La duda reside en Ciudadanos. ¿Qué rumbo le dará la nueva dirección? Si el cetro de mando recae en Inés Arrimadas, parece claro que no podrá luchar contra su propia caricatura. El antinacionalismo visceral imposibilitaría un acuerdo que, de una forma u otra, deberá proporcionar también vías de escape al conflicto catalán. Aunque también puede suceder que los supervivientes de la debacle naranja entiendan que, solo volviendo a los orígenes, a la esencia de partido bisagra que le permitía llegar a pactos con ambas formaciones, frenaría lo que hoy parece un irreparable siniestro total. Pues recordemos que la formación ha perdido 47 escaños en solo seis meses.

Inconvenientes

Depender, de un modo u otro, del PP conllevaría la exigencia de concesiones que pueden ser inaceptables o embarazosas para el PSOE. El proyecto político progresista quedaría muy desvirtuado. Por otro lado, aunque la investidura del PSOE pueda cambiar sobre la marcha de aliados, cualquier política rechazada por los populares tendría muy difícil materialización, pues el PSOE se habría ganado la animadversión de un UP radicalizado, y tanto ERC como PNV difícilmente perdonarían al PSOE haber llegado a algún tipo de entendimiento con Ciudadanos.

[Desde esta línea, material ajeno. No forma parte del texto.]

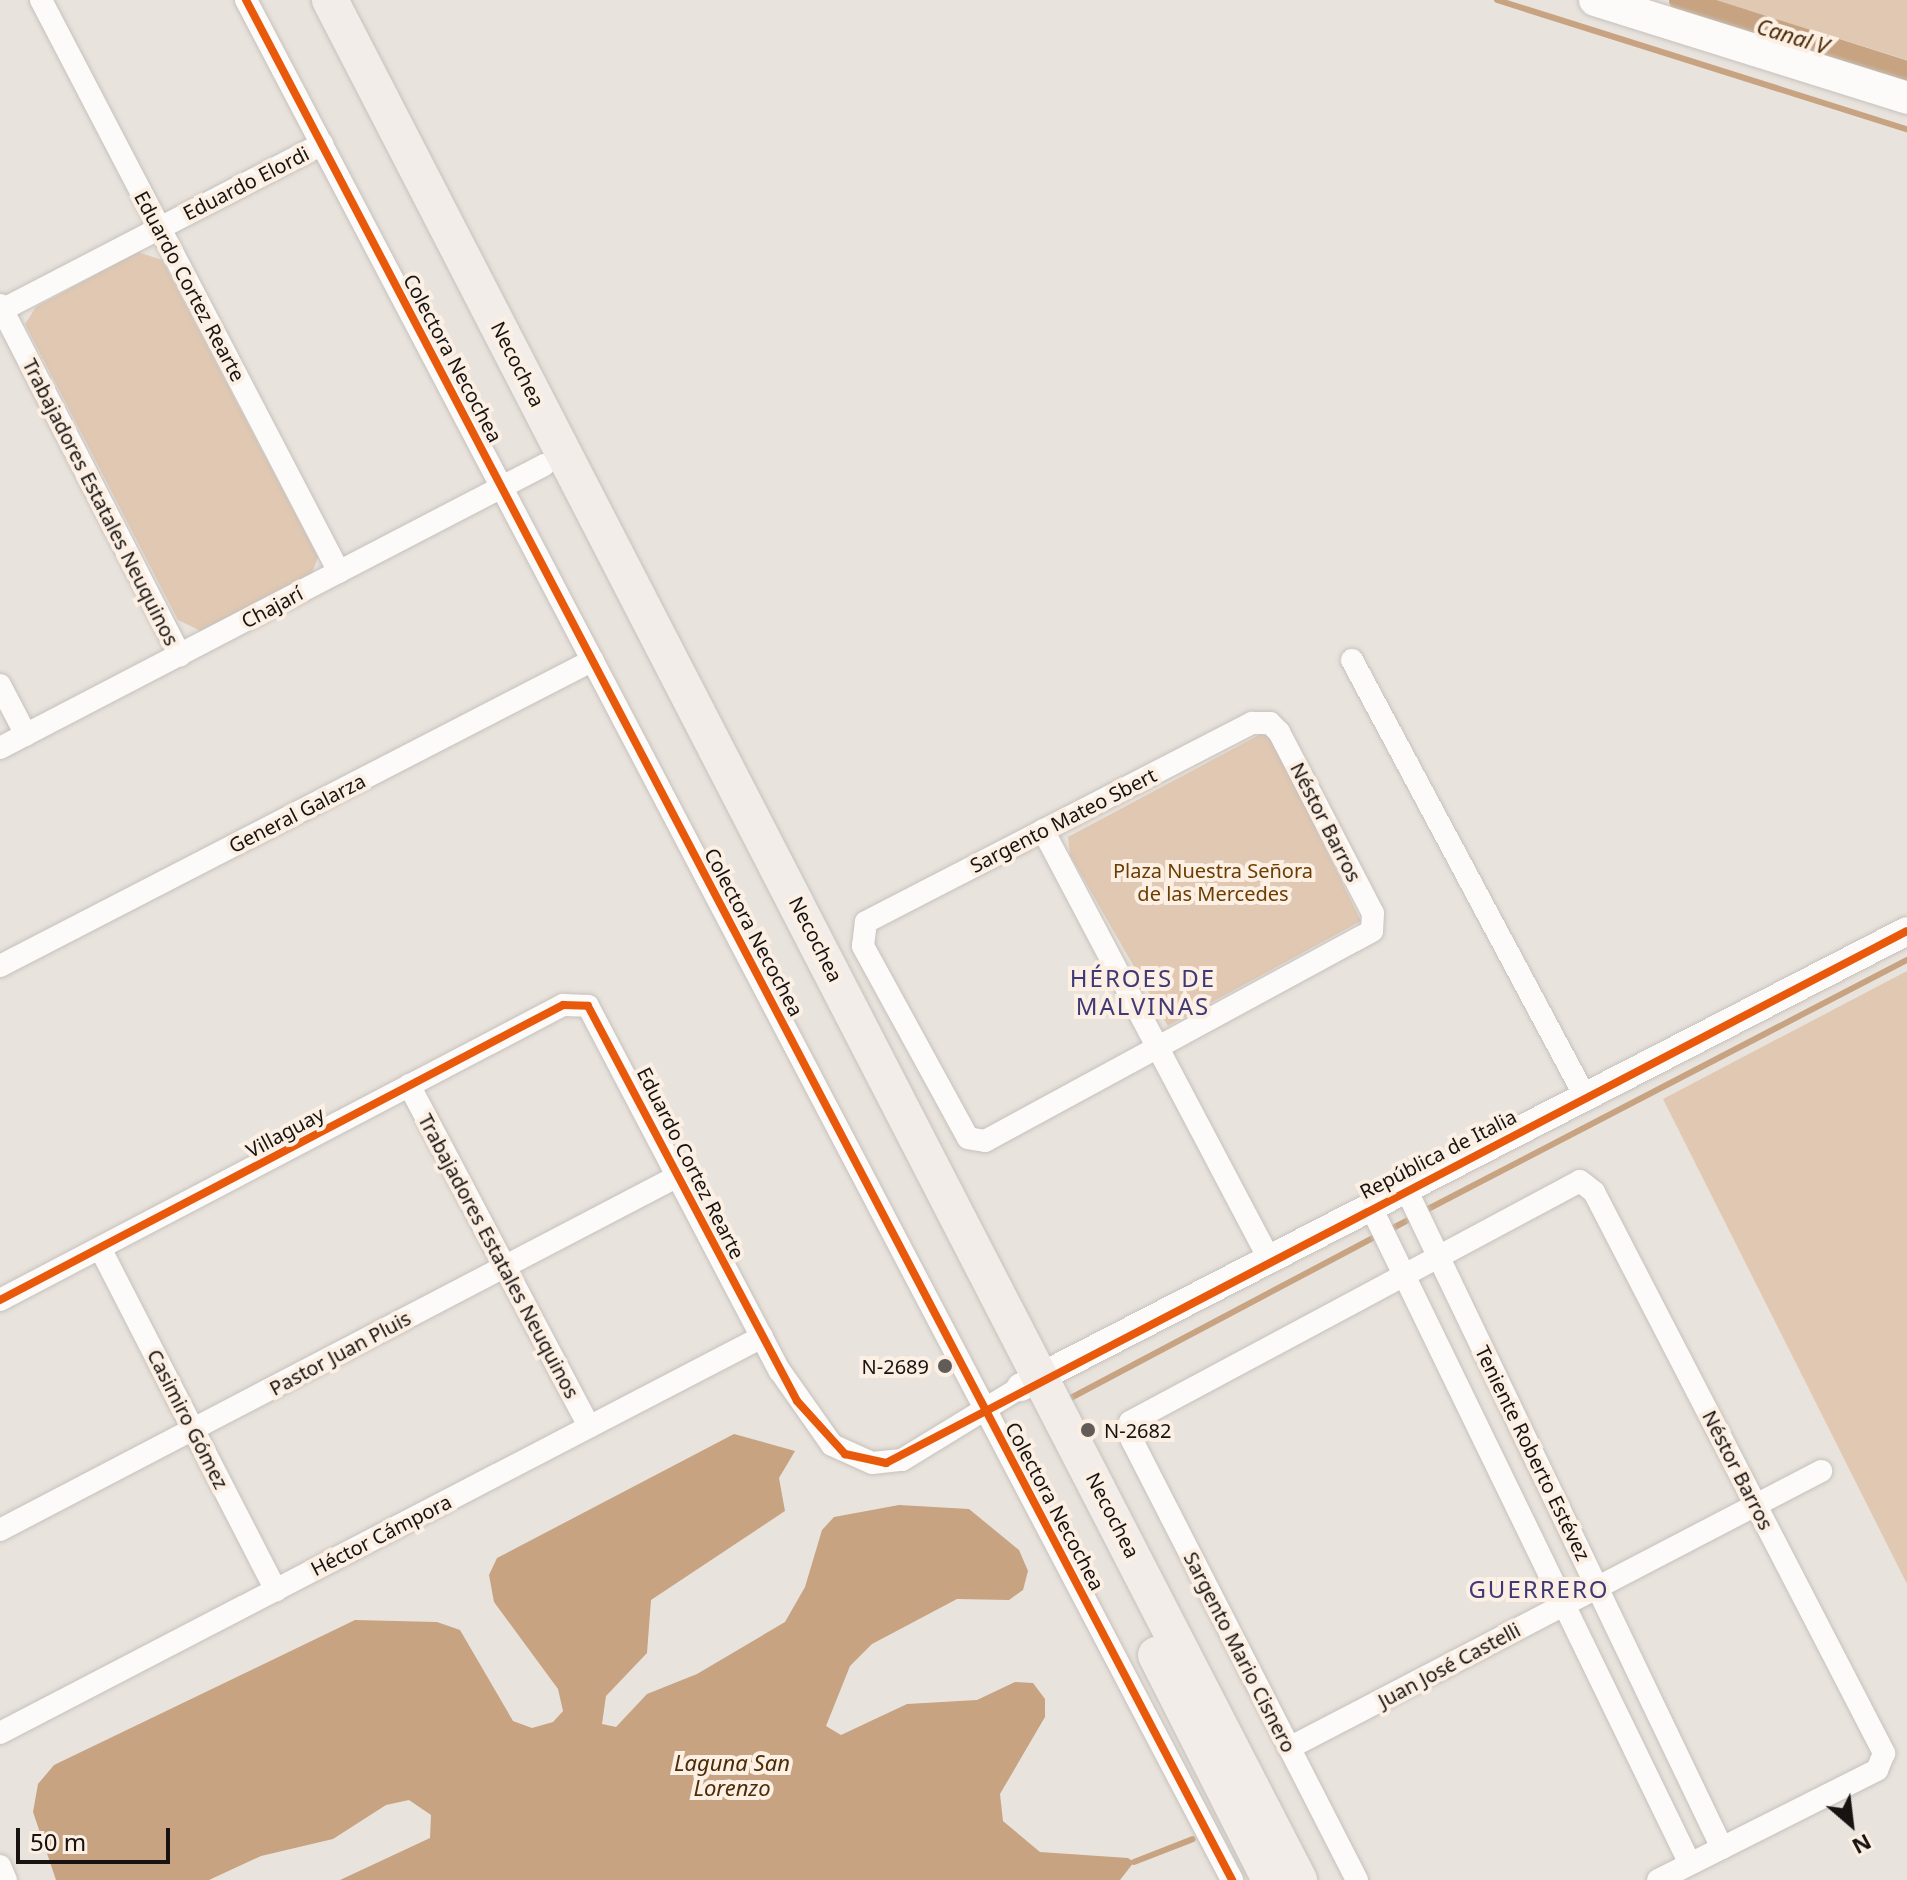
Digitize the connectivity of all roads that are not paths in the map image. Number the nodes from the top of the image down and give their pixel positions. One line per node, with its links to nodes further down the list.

En cualquier caso, el PP vendería cara su disponibilidad para facilitar esta operación, aunque podría resultarle rentable. La abstención le facilitaría el logro de algunos pactos de Estado que le serían reconocidos, incluidos en un gran pacto educativo, otro sobre la reforma de la Seguridad Social, y probablemente otros más sobre financiación autonómica, política europea, etc. Esto serviría para que Casado se diferenciase de Vox, una formación ultra que, en la práctica, resulta inútil.

Esta solución conduciría a reforzar el bipartidismo imperfecto, pues devolvería la dialéctica política a las dos formaciones hegemónicas, PSOE y PP, y se difuminaría la sensación que transmiten ambos de impotencia ante los nuevos tiempos y de incapacidad para ofrecer respuesta si no es a lomos de los radicalizados compañeros ideológicos de viaje.